ACTIVITY
Using the records below, find every line that includes "خاطر" and copy it.

Saved entries
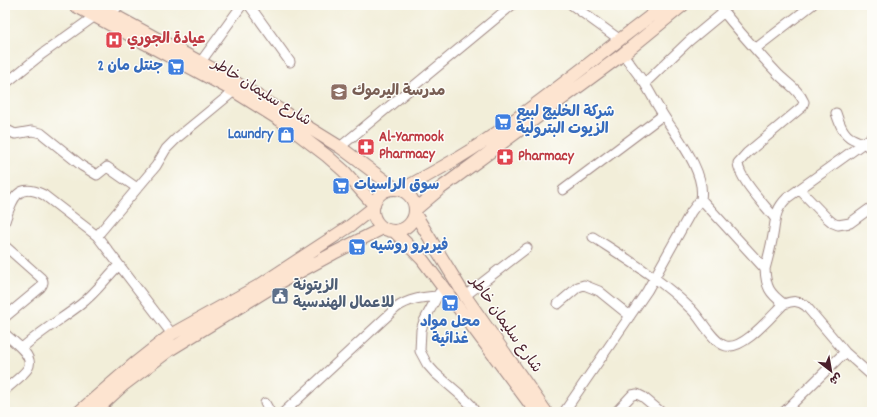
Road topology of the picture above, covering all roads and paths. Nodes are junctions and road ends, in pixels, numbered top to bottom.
1 (74, 5) edge
2 (120, 5) edge
3 (242, 5) edge
4 (249, 5) edge
5 (512, 5) edge
6 (572, 5) edge
7 (665, 5) edge
8 (683, 5) edge
9 (812, 5) edge
10 (721, 9) edge
11 (95, 10) edge
12 (110, 13) junction
13 (619, 39) junction
14 (756, 50) junction
15 (623, 54) junction
16 (290, 62) dead end
17 (197, 66) junction
18 (645, 83) junction
19 (5, 84) edge
20 (234, 92) junction
21 (836, 113) dead end
22 (663, 115) junction
23 (5, 129) edge
24 (868, 140) edge
25 (340, 146) junction
26 (872, 150) edge
27 (137, 188) junction
28 (799, 189) junction
29 (399, 190) junction
30 (563, 190) dead end
31 (701, 199) junction
32 (374, 207) junction
33 (872, 207) edge
34 (415, 212) junction
35 (774, 217) junction
36 (5, 221) edge
37 (389, 230) junction
38 (97, 236) junction
39 (593, 237) dead end
40 (5, 246) edge
41 (527, 248) dead end
42 (120, 265) junction
43 (765, 269) junction
44 (655, 277) junction
45 (440, 291) junction
46 (465, 296) junction
47 (558, 304) dead end
48 (784, 304) junction
49 (630, 316) junction
50 (5, 317) edge
51 (5, 334) edge
52 (172, 334) junction
53 (22, 348) junction
54 (845, 352) junction
55 (872, 376) edge
56 (5, 390) edge
57 (265, 403) dead end
58 (569, 410) edge
59 (96, 411) edge
60 (79, 412) edge
61 (270, 412) edge
62 (284, 412) edge
63 (475, 412) edge
64 (536, 412) edge
65 (546, 412) edge
66 (616, 412) edge
67 (660, 412) edge
68 (784, 412) edge

1 - 11 street, شارع سليمان خاطر
2 - 12 street
3 - 17 street
4 - 16 street
5 - 25 street
6 - 13 street
7 - 13 street
8 - 15 street
9 - 14 street
10 - 14 street
10 - 18 street
11 - 12 street, شارع سليمان خاطر
11 - 17 street, شارع سليمان خاطر
11 - 19 street
12 - 17 street, شارع سليمان خاطر
13 - 29 street
14 - 35 street
15 - 18 street
15 - 34 street
17 - 20 street, شارع سليمان خاطر
17 - 25 street, شارع سليمان خاطر
18 - 22 street
20 - 27 street
20 - 32 street, شارع سليمان خاطر
21 - 24 street
22 - 30 street
22 - 31 street
23 - 27 street
24 - 26 street
24 - 28 street
25 - 29 street, شارع سليمان خاطر
27 - 38 street
28 - 33 street
28 - 35 street
29 - 32 street
29 - 34 street
31 - 43 street
31 - 44 street
32 - 37 street
32 - 52 street
34 - 37 street
34 - 46 street, شارع سليمان خاطر
35 - 43 street
36 - 38 street
37 - 45 street, شارع سليمان خاطر
37 - 59 street
38 - 42 street
39 - 44 street
40 - 50 street
41 - 46 street
42 - 52 street
42 - 53 street
43 - 48 street
44 - 48 street
44 - 49 street
45 - 62 street
45 - 63 street
45 - 64 street, شارع سليمان خاطر
46 - 65 street, شارع سليمان خاطر
47 - 49 street
48 - 54 street
49 - 58 street
51 - 53 street
52 - 60 street
53 - 56 street
54 - 55 street
54 - 68 street
57 - 61 street
66 - 67 street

PROBLEM SOLUTION
1 - 11 street, شارع سليمان خاطر
11 - 12 street, شارع سليمان خاطر
11 - 17 street, شارع سليمان خاطر
12 - 17 street, شارع سليمان خاطر
17 - 20 street, شارع سليمان خاطر
17 - 25 street, شارع سليمان خاطر
20 - 32 street, شارع سليمان خاطر
25 - 29 street, شارع سليمان خاطر
34 - 46 street, شارع سليمان خاطر
37 - 45 street, شارع سليمان خاطر
45 - 64 street, شارع سليمان خاطر
46 - 65 street, شارع سليمان خاطر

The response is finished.